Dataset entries
=======

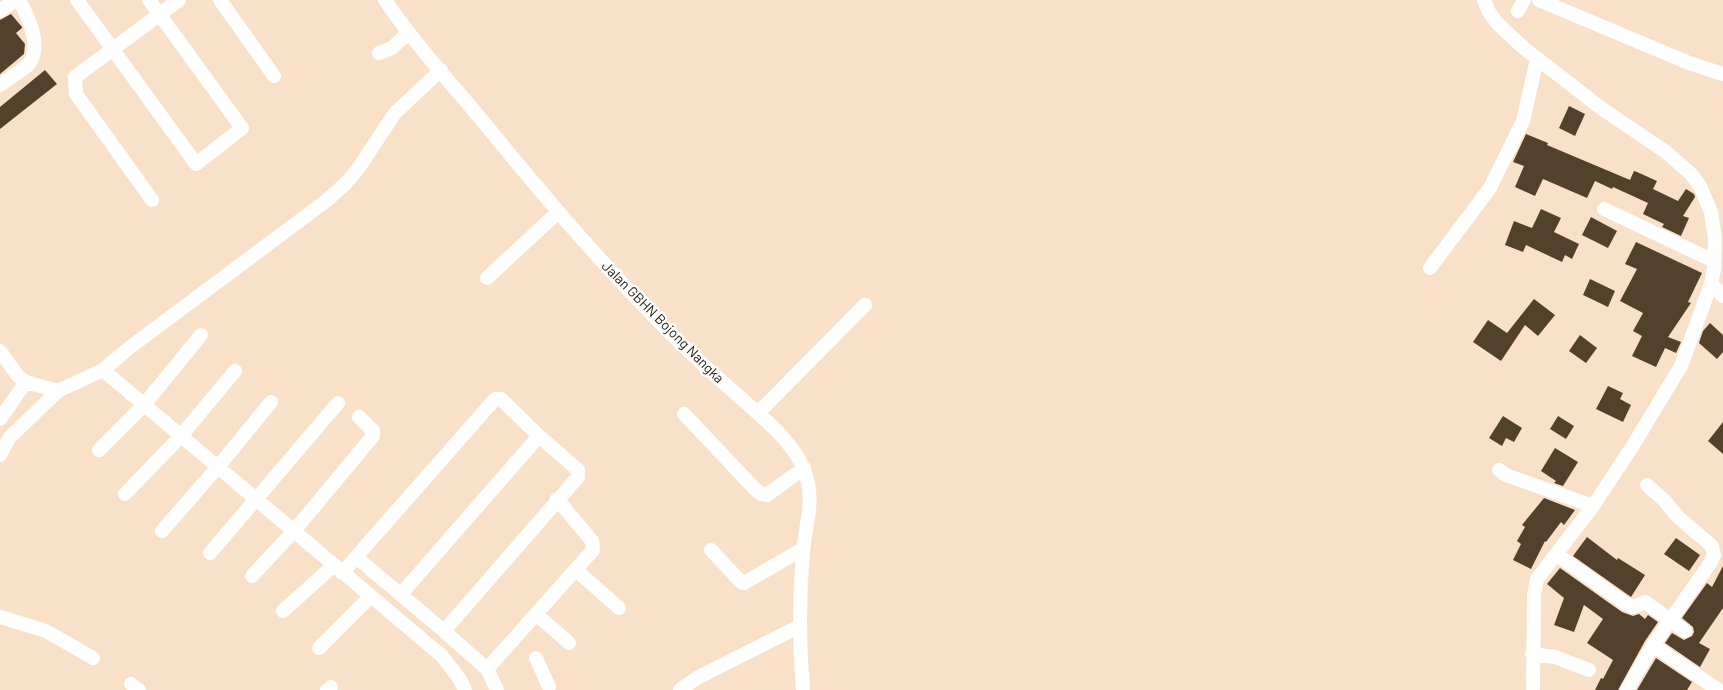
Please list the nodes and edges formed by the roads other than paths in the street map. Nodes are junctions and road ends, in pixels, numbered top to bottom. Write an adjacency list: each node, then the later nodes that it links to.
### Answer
1 (15, 0): 10 (street)
2 (19, 0): 19 (street)
3 (77, 0): 13 (street)
4 (149, 0): 11 (street)
5 (179, 0): 11 (street)
6 (220, 0): 18 (street)
7 (385, 0): 12 (street, Jalan GBHN Bojong Nangka)
8 (1484, 0): 15 (street)
9 (1538, 0): 17 (street)
10 (0, 12)
11 (160, 14): 13 (street); 13 (street)
12 (408, 32): 14 (street); 16 (street, Jalan GBHN Bojong Nangka)
13 (113, 49): 20 (street)
14 (379, 53)
15 (1537, 59): 23 (street); 25 (street)
16 (441, 70): 22 (street, Jalan GBHN Bojong Nangka); 32 (street)
17 (1723, 74)
18 (274, 76)
19 (0, 84)
20 (152, 200)
21 (1604, 209): 24 (street)
22 (558, 212): 26 (street); 39 (street, Jalan GBHN Bojong Nangka)
23 (1717, 215): 24 (street)
24 (1714, 260): 27 (street)
25 (1430, 268)
26 (487, 278)
27 (1711, 284): 28 (street); 54 (street)
28 (1723, 296)
29 (865, 305): 39 (street)
30 (201, 335): 38 (street)
31 (0, 351): 34 (street)
32 (103, 370): 35 (street); 38 (street)
33 (235, 371): 44 (street)
34 (26, 382): 35 (street); 42 (street)
35 (58, 391): 46 (street)
36 (271, 402): 47 (street)
37 (338, 403): 53 (street)
38 (143, 406): 44 (street); 45 (street)
39 (758, 413): 48 (street, Jalan GBHN Bojong Nangka)
40 (684, 414): 48 (street)
41 (359, 417): 56 (street)
42 (0, 419)
43 (539, 436): 52 (street); 61 (street); 65 (street)
44 (180, 437): 47 (street); 51 (street)
45 (99, 450)
46 (0, 455)
47 (217, 468): 53 (street); 55 (street)
48 (804, 468): 57 (street, Jalan GBHN Bojong Nangka)
49 (1499, 470): 54 (street)
50 (1647, 485): 71 (street)
51 (125, 494)
52 (558, 499): 63 (street); 73 (street)
53 (256, 500): 56 (street); 59 (street)
54 (1592, 506): 60 (street)
55 (162, 531)
56 (293, 532): 62 (street); 64 (street)
57 (803, 549): 58 (street); 72 (street, Jalan GBHN Bojong Nangka)
58 (711, 550)
59 (210, 553)
60 (1556, 554): 71 (street); 78 (street)
61 (354, 559): 62 (street); 65 (street)
62 (339, 570): 66 (street); 68 (street)
63 (576, 570): 67 (street); 69 (street)
64 (252, 576)
65 (401, 594): 73 (street)
66 (370, 597): 77 (street); 84 (street)
67 (619, 608)
68 (283, 611)
69 (536, 614): 75 (street); 81 (street)
70 (0, 617): 79 (street)
71 (1670, 620): 74 (street); 76 (street)
72 (800, 626): 86 (street); 87 (street, Jalan GBHN Bojong Nangka)
73 (444, 631): 81 (street)
74 (1685, 631)
75 (569, 643)
76 (1653, 645): 89 (street); 90 (street)
77 (319, 648)
78 (1532, 654): 82 (street); 88 (street)
79 (93, 658)
80 (536, 658): 83 (street)
81 (487, 670): 85 (street)
82 (1590, 670)
83 (548, 689)
84 (465, 690)
85 (497, 690)
86 (680, 690)
87 (803, 690)
88 (1534, 690)
89 (1627, 690)
90 (1718, 690)

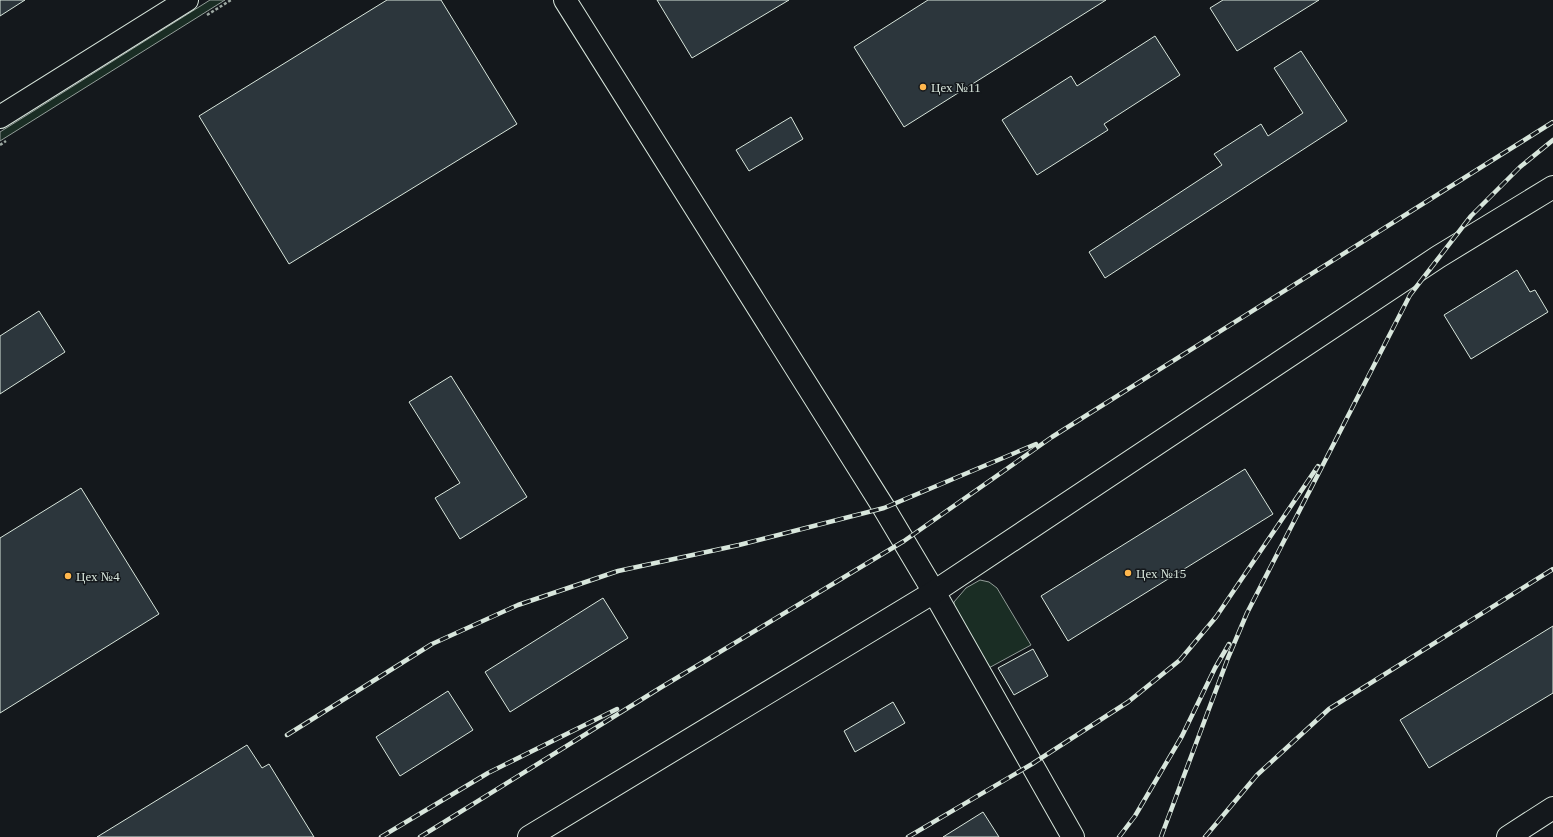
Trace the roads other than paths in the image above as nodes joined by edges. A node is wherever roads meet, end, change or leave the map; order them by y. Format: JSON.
{"nodes":[{"id":1,"x":187,"y":0,"type":"edge"},
{"id":2,"x":565,"y":0,"type":"edge"},
{"id":3,"x":0,"y":117,"type":"edge"},
{"id":4,"x":1553,"y":187,"type":"edge"},
{"id":5,"x":934,"y":592,"type":"junction"},
{"id":6,"x":1553,"y":808,"type":"edge"},
{"id":7,"x":530,"y":837,"type":"edge"},
{"id":8,"x":1073,"y":837,"type":"edge"},
{"id":9,"x":1508,"y":837,"type":"edge"}],
"edges":[{"from":1,"to":3,"type":"lane"},
{"from":2,"to":5,"type":"lane"},
{"from":4,"to":5,"type":"lane"},
{"from":5,"to":7,"type":"lane"},
{"from":5,"to":8,"type":"lane"},
{"from":6,"to":9,"type":"lane"}]}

=======

- [Exercise prompt] Check every line above for the word "other" and copy those that have it.

- [Exercise result]
Please list the nodes and edges formed by the roads other than paths in the street map. Nodes are junctions and road ends, in pixels, numbered top to bottom. Write an adjacency list: each node, then the later nodes that it links to.
Trace the roads other than paths in the image above as nodes joined by edges. A node is wherever roads meet, end, change or leave the map; order them by y. Format: JSON.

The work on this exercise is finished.